State Bank of India’s results for the last quarter of 2011-12 and the whole financial year have provided a much-needed pick-me-up, no matter how fleeting, to the gloomy mood in the financial sector. On Monday, SBI’s share price saw substantial upward movement after major foreign brokerages, including CLSA and Bank of America-Merrill Lynch, upgraded it to a “buy” rating. This comes after a massive rise in net margin for the quarter from virtually zero a year ago to a respectable 11.9 per cent, explained by the huge provisioning that was made, along with a change of guard at the top, last year. This was necessary to make up for arrears in provisioning, not just in terms of regulatory norms, but also for income tax. On a more comparable basis, net margins have also improved sequentially, in relation to the previous quarter, by 100 basis points. Thus, the results are not a statistical blip; they have substance. This is also borne out by the fact that net interest income, which is unrelated to provisioning, has gone up by a substantial 37.5 per cent this quarter compared to a year earlier, in line with net interest margin improving by 53 basis points. The latter, in particular, is a “dream”, according to the chairman, Pratip Chaudhuri, who is satisfied that the bank has been able to properly navigate the interest rate changes over the past year. Revenue growth has outstripped growth in expenses, he has added, enabling operating profit for the quarter to register a huge 58 per cent rise on a year-on-year basis.
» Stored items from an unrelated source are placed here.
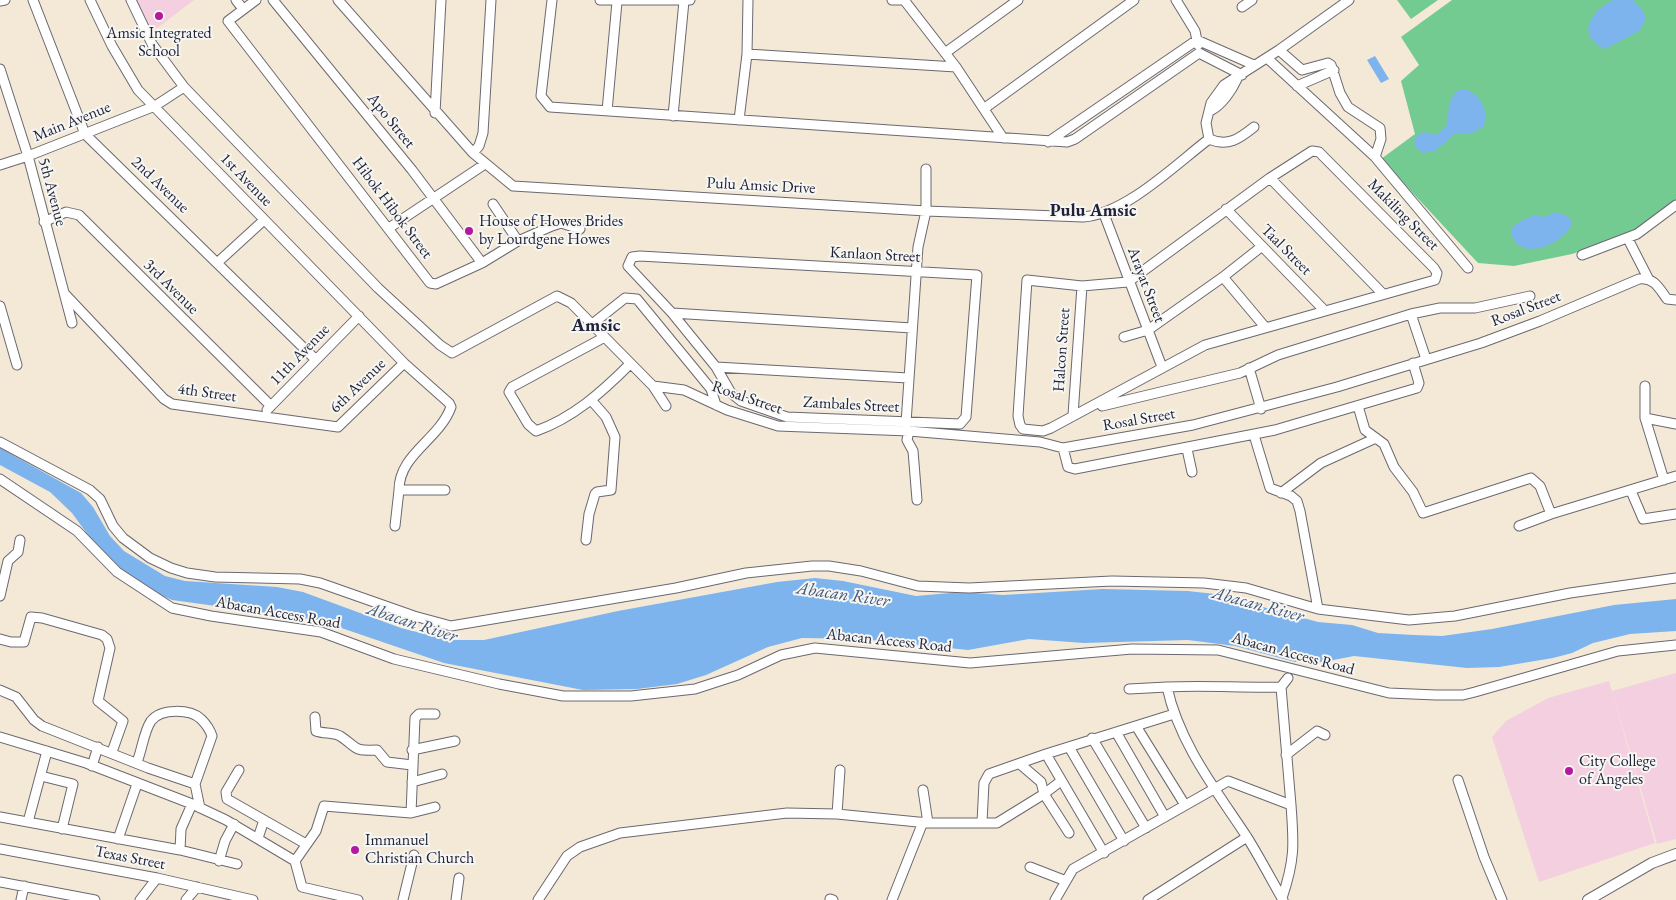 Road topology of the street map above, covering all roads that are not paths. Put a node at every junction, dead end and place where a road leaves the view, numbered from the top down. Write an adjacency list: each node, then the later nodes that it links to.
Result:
1 (5, 0): 21 (street)
2 (32, 0): 48 (street, 2nd Avenue)
3 (90, 0): 41 (street, 1st Avenue)
4 (131, 0): 40 (street)
5 (236, 0): 25 (street)
6 (256, 0): 25 (street)
7 (273, 0): 59 (street, Apo Street)
8 (338, 0): 44 (street, Pulu Amsic Drive)
9 (441, 0): 44 (street)
10 (491, 0): 52 (street)
11 (552, 0): 43 (street)
12 (600, 0): 23 (street)
13 (748, 0): 31 (street)
14 (892, 0): 15 (street)
15 (905, 0): 29 (street)
16 (1018, 0): 29 (street)
17 (1134, 0): 42 (street)
18 (1176, 0): 26 (street)
19 (1252, 0): 24 (street)
20 (1348, 0): 28 (street)
21 (0, 1)
22 (687, 1): 23 (street); 45 (street)
23 (617, 2): 43 (street)
24 (1242, 7)
25 (243, 9): 67 (street, Hibok Hibok Street)
26 (1197, 40): 27 (street); 30 (street); 51 (street)
27 (1219, 50): 33 (street); 34 (street)
28 (1279, 50): 32 (street); 37 (street)
29 (945, 53): 35 (street)
30 (1199, 53): 33 (street); 51 (street)
31 (747, 54): 35 (street); 46 (street)
32 (1267, 58): 34 (street); 39 (street)
33 (1215, 61): 38 (street)
34 (1254, 66): 38 (street)
35 (956, 68): 42 (street)
36 (0, 69): 53 (street, 5th Avenue)
37 (1334, 70): 39 (street); 54 (street)
38 (1240, 77): 50 (street)
39 (1297, 86): 54 (street)
40 (184, 87): 41 (street, Main Avenue); 92 (street)
41 (155, 106): 48 (street, Main Avenue); 65 (street, 1st Avenue)
42 (985, 108): 49 (street)
43 (607, 111): 45 (street)
44 (435, 113): 52 (street, Pulu Amsic Drive)
45 (673, 116): 46 (street)
46 (739, 120): 49 (street)
47 (1254, 127): 50 (street)
48 (85, 134): 53 (street, Main Avenue); 73 (street, 2nd Avenue)
49 (1002, 138): 51 (street)
50 (1210, 139): 64 (street, Pulu Amsic Drive)
51 (1048, 142)
52 (473, 153): 55 (street, Pulu Amsic Drive)
53 (28, 156): 56 (street, Main Avenue); 66 (street, 5th Avenue)
54 (1375, 157): 76 (street)
55 (485, 164): 59 (street); 63 (street, Pulu Amsic Drive)
56 (0, 165)
57 (926, 168): 63 (street)
58 (1270, 178): 62 (street, Makiling Street); 83 (street); 83 (street, Makiling Street)
59 (434, 200): 67 (street); 74 (street, Apo Street)
60 (493, 204): 70 (street)
61 (1676, 205): 69 (street)
62 (1226, 209): 71 (street, Taal Street); 80 (street, Makiling Street)
63 (926, 211): 64 (street, Pulu Amsic Drive); 77 (street)
64 (1104, 214): 80 (street, Arayat Street)
65 (264, 220): 73 (street); 90 (street, 1st Avenue)
66 (44, 222): 82 (street, 5th Avenue); 112 (street, 3rd Avenue)
67 (389, 228): 74 (street, Hibok Hibok Street)
68 (580, 228): 70 (street, Hibok Hibok Street)
69 (1628, 239): 72 (street); 79 (street)
70 (518, 241): 74 (street, Hibok Hibok Street)
71 (1261, 247): 78 (street); 87 (street, Taal Street)
72 (1582, 256)
73 (217, 263): 99 (street, 2nd Avenue)
74 (482, 263)
75 (628, 266): 77 (street, Kanlaon Street); 88 (street, Zambales Street)
76 (1468, 268)
77 (916, 272): 94 (street); 119 (street, Kanlaon Street)
78 (1223, 277): 93 (street); 95 (street)
79 (1648, 278): 85 (street); 98 (street, Rosal Street)
80 (1128, 282): 81 (street); 95 (street, Arayat Street)
81 (1082, 286): 117 (street, Halcon Street); 117 (street, Makiling Street)
82 (64, 294): 91 (street, 5th Avenue); 116 (street, 4th Street)
83 (1383, 294): 87 (street, Makiling Street)
84 (1530, 296): 89 (street)
85 (1676, 300)
86 (0, 306): 103 (street)
87 (1325, 310): 93 (street, Makiling Street)
88 (672, 313): 94 (street); 104 (street, Zambales Street)
89 (1411, 314): 98 (street); 106 (street)
90 (360, 316): 99 (street, 11th Avenue); 100 (street, 1st Avenue)
91 (72, 323)
92 (591, 326): 97 (street); 111 (street)
93 (1265, 327): 105 (street, Makiling Street)
94 (912, 328): 107 (street)
95 (1148, 330): 96 (street); 105 (street, Arayat Street)
96 (1124, 336)
97 (603, 338): 102 (street); 110 (street)
98 (1426, 359): 101 (street, Rosal Street)
99 (315, 360): 112 (street, 11th Avenue)
100 (404, 363): 121 (street, 6th Avenue); 133 (street, 1st Avenue)
101 (1413, 363): 114 (street); 115 (street, Rosal Street)
102 (630, 364): 108 (street); 110 (street)
103 (17, 365)
104 (716, 367): 107 (street); 122 (street, Zambales Street)
105 (1162, 367): 117 (street, Makiling Street)
106 (1249, 368): 115 (street); 126 (street)
107 (908, 378): 122 (street)
108 (653, 386): 111 (street, Rosal Street); 113 (street)
109 (1645, 386): 118 (street)
110 (592, 401): 143 (street)
111 (716, 405): 122 (street, Rosal Street)
112 (271, 406): 116 (street, 11th Avenue)
113 (666, 406)
114 (1358, 406): 123 (street); 124 (street)
115 (1261, 409): 127 (street, Rosal Street)
116 (263, 415): 121 (street, 4th Street)
117 (1073, 415)
118 (1645, 418): 120 (street); 132 (street)
119 (960, 424): 122 (street, Zambales Street)
120 (1676, 424)
121 (332, 426)
122 (907, 427): 126 (street, Rosal Street); 137 (street)
123 (1254, 435): 128 (street); 136 (street)
124 (1376, 438): 136 (street); 138 (street)
125 (0, 442): 146 (street, Abacan Access Road)
126 (1040, 442): 127 (street, Rosal Street)
127 (1063, 448): 128 (street)
128 (1187, 449): 129 (street)
129 (1192, 472)
130 (1676, 476): 132 (street)
131 (0, 479): 148 (street, Abacan Access Road)
132 (1664, 480): 135 (street)
133 (399, 490): 134 (street); 140 (street)
134 (445, 490)
135 (1631, 490): 138 (street); 139 (street)
136 (1281, 493): 146 (street)
137 (917, 500)
138 (1551, 514): 141 (street)
139 (1676, 514)
140 (395, 526)
141 (1519, 526)
142 (20, 540): 145 (street)
143 (586, 540)
144 (1676, 578): 146 (street, Abacan Access Road)
145 (0, 596)
146 (1318, 609)
147 (0, 639): 167 (street)
148 (1676, 645)
149 (1288, 678): 151 (street)
150 (1167, 687): 151 (street); 153 (street); 155 (street)
151 (1281, 687): 169 (street)
152 (0, 690): 163 (street)
153 (1128, 690)
154 (435, 714): 165 (street)
155 (1174, 714): 157 (street); 183 (street)
156 (315, 717): 172 (street)
157 (1136, 726): 158 (street); 186 (street)
158 (1116, 732): 161 (street); 192 (street)
159 (1325, 735): 169 (street)
160 (0, 737): 166 (street)
161 (1092, 738): 164 (street); 199 (street)
162 (455, 741): 165 (street)
163 (98, 747): 167 (street); 173 (street)
164 (1069, 747): 168 (street); 205 (street)
165 (412, 750): 172 (street)
166 (47, 751): 173 (street); 177 (street)
167 (112, 752): 170 (street)
168 (1046, 754): 171 (street); 179 (street)
169 (1286, 755): 187 (street)
170 (137, 762): 182 (street); 182 (street)
171 (1020, 764): 185 (street); 197 (street)
172 (412, 765): 180 (street)
173 (92, 766): 181 (street)
174 (239, 770): 194 (street)
175 (840, 770): 191 (street)
176 (442, 774): 180 (street)
177 (41, 776): 195 (street); 200 (street)
178 (1458, 780): 236 (street)
179 (1062, 781): 185 (street); 209 (street)
180 (412, 782): 190 (street)
181 (136, 784): 188 (street); 204 (street)
182 (195, 784): 188 (street)
183 (1213, 789): 186 (street); 187 (street); 202 (street)
184 (923, 790): 196 (street)
185 (1044, 794): 197 (street); 201 (street)
186 (1185, 805): 192 (street)
187 (1291, 805): 223 (street)
188 (196, 806): 198 (street); 208 (street)
189 (435, 807): 190 (street)
190 (411, 813): 206 (street)
191 (837, 814): 196 (street); 232 (street)
192 (1165, 816): 199 (street)
193 (0, 817): 195 (street)
194 (264, 820): 203 (street); 206 (street)
195 (28, 822): 200 (street)
196 (925, 822): 197 (street); 233 (street)
197 (982, 822)
198 (234, 824): 203 (street); 212 (street)
199 (1146, 828): 205 (street)
200 (62, 829): 204 (street)
201 (1069, 833)
202 (1247, 837): 223 (street); 235 (street)
203 (258, 838): 213 (street)
204 (118, 839): 208 (street)
205 (1124, 841): 209 (street)
206 (306, 844): 213 (street)
207 (0, 849): 216 (street, Texas Street)
208 (180, 850): 212 (street)
209 (1104, 853): 218 (street)
210 (1676, 854): 237 (main road)
211 (414, 855): 230 (street)
212 (219, 861): 214 (street)
213 (296, 861): 222 (street)
214 (236, 864)
215 (1030, 867): 218 (street)
216 (157, 878): 221 (street, Texas Street); 226 (street)
217 (459, 878): 231 (street)
218 (1066, 881): 234 (street)
219 (0, 882): 220 (street)
220 (24, 886): 224 (street); 225 (street)
221 (197, 887): 227 (street); 228 (street, Texas Street)
222 (342, 898): 229 (street)
223 (1283, 899)
224 (21, 900)
225 (95, 900)
226 (140, 900)
227 (186, 900)
228 (253, 900)
229 (358, 900)
230 (403, 900)
231 (456, 900)
232 (538, 900)
233 (892, 900)
234 (1055, 900)
235 (1148, 900)
236 (1502, 900)
237 (1588, 900)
All improvements in financial performance are welcome, but SBI’s latest numbers commend themselves for two more reasons. One, having come after substantial provisioning, they depict a much truer picture of the health of the institution than earlier. Two, the bank has done better even as the overall economy has moved in the opposite direction. This has been made possible by improvement on non-performing assets. In the last quarter, gross non-performing assets actually fell by a small amount, compared to the sequential previous quarter. A significant value of assets has been upgraded, more cash recoveries have been made and additions to non-performing assets have been lower. This improvement in performance will help the bank in combating the tough year that lies ahead when worry over asset quality will dominate in a declining economic environment.
An additional challenge is the growth target the bank has set for itself. After growing advances by 16 per cent in the last year, the bank aims to grow by the same rate or more in the current year. In the last quarter, despite a 25 per cent rise in net profit sequentially, return on assets, a crucial measure for banks, has gone down because of a rapid growth in assets. With the economy under stress, enterprises across the board will be working under duress, leading to an inevitable decline in asset quality. In this situation, the bank – being both large and in the public sector – will be under tremendous pressure from the finance ministry to keep accommodating firms so that they do not cease operations and add to unemployment and social distress. Thus, the best that the financial sector can expect the bank to do in the year ahead is not lose control of its bottomline altogether.